In summary, although a limited number of clinical trials of besifloxacin exist, the available data demonstrate clinical and microbiological effectiveness of this agent in the treatment of bacterial conjunctivitis. Head-to-head trials comparing besifloxacin with moxifloxacin demonstrate equivalency in resolution of clinical and microbial outcomes. In addition, besifloxacin appears to be safe. The above data were presented to the United States FDA advisory panel on December 5, 2008, and the panel recommended the approval of the 0.6% besifloxacin ophthalmic solution for the treatment of bacterial conjunctivitis. If approved, it may reach the market this year and will provide another strategy against the emerging bacterial resistant organisms.

References

1. Zhang JZ, Ward KW. Besifloxacin, a novel fluoroquinolone antimicrobial agent, exhibits potent inhibition of pro-inflammatory cytokines in human THP-1 monocytes. The Journal of Antimicrobial Chemotherapy. 2008 Jan;61(1):111-6. Epub 2007 Oct 25.

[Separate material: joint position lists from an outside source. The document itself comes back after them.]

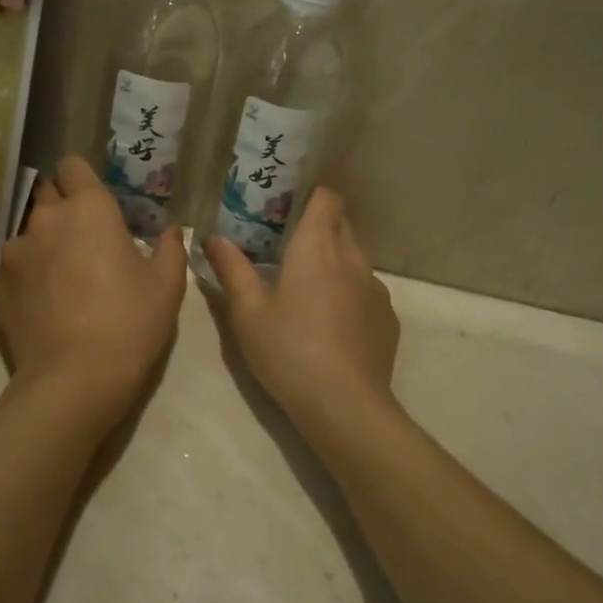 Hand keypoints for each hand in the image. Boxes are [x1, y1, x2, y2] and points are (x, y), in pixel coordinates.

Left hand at [0, 156, 186, 431]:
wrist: (75, 381)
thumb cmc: (130, 322)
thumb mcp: (167, 285)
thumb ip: (170, 248)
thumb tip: (170, 231)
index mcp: (88, 209)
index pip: (72, 165)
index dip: (83, 179)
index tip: (96, 200)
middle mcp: (44, 219)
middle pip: (47, 194)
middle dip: (64, 209)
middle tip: (86, 240)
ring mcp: (13, 253)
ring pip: (29, 234)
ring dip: (45, 245)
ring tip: (63, 280)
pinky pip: (13, 270)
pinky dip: (28, 279)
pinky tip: (44, 307)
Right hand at [207, 190, 400, 443]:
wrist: (345, 406)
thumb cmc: (289, 351)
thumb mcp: (248, 313)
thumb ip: (232, 270)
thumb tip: (215, 238)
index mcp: (317, 247)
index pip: (326, 198)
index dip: (309, 197)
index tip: (286, 209)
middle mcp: (352, 257)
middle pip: (341, 225)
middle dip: (318, 228)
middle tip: (287, 248)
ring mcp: (375, 288)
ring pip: (355, 259)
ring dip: (334, 263)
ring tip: (308, 289)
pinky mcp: (387, 317)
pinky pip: (367, 290)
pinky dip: (350, 294)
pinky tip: (333, 324)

2. Karpecki P, Depaolis M, Hunter JA, White EM, Rigel L, Brunner LS, Usner DW, Paterno MR, Comstock TL. Besifloxacin ophthalmic suspension 0.6% in patients with bacterial conjunctivitis: A multicenter, prospective, randomized, double-masked, vehicle-controlled, 5-day efficacy and safety study. Clinical Therapeutics. 2009 Mar;31(3):514-26.
3. In: Data submitted to FDA panel briefing. www.fda.gov/ohrms/dockets/ac/08/briefing/2008-4397b1-02-BauschLomb.pdf. Accessed May 15, 2009.
4. McDonald M. Clinical and Microbial Efficacy of besifloxacin compared to moxifloxacin in the treatment of bacterial conjunctivitis. Presented at the American Academy of Ophthalmology Annual Meeting. Atlanta, Georgia. November 8-11, 2008.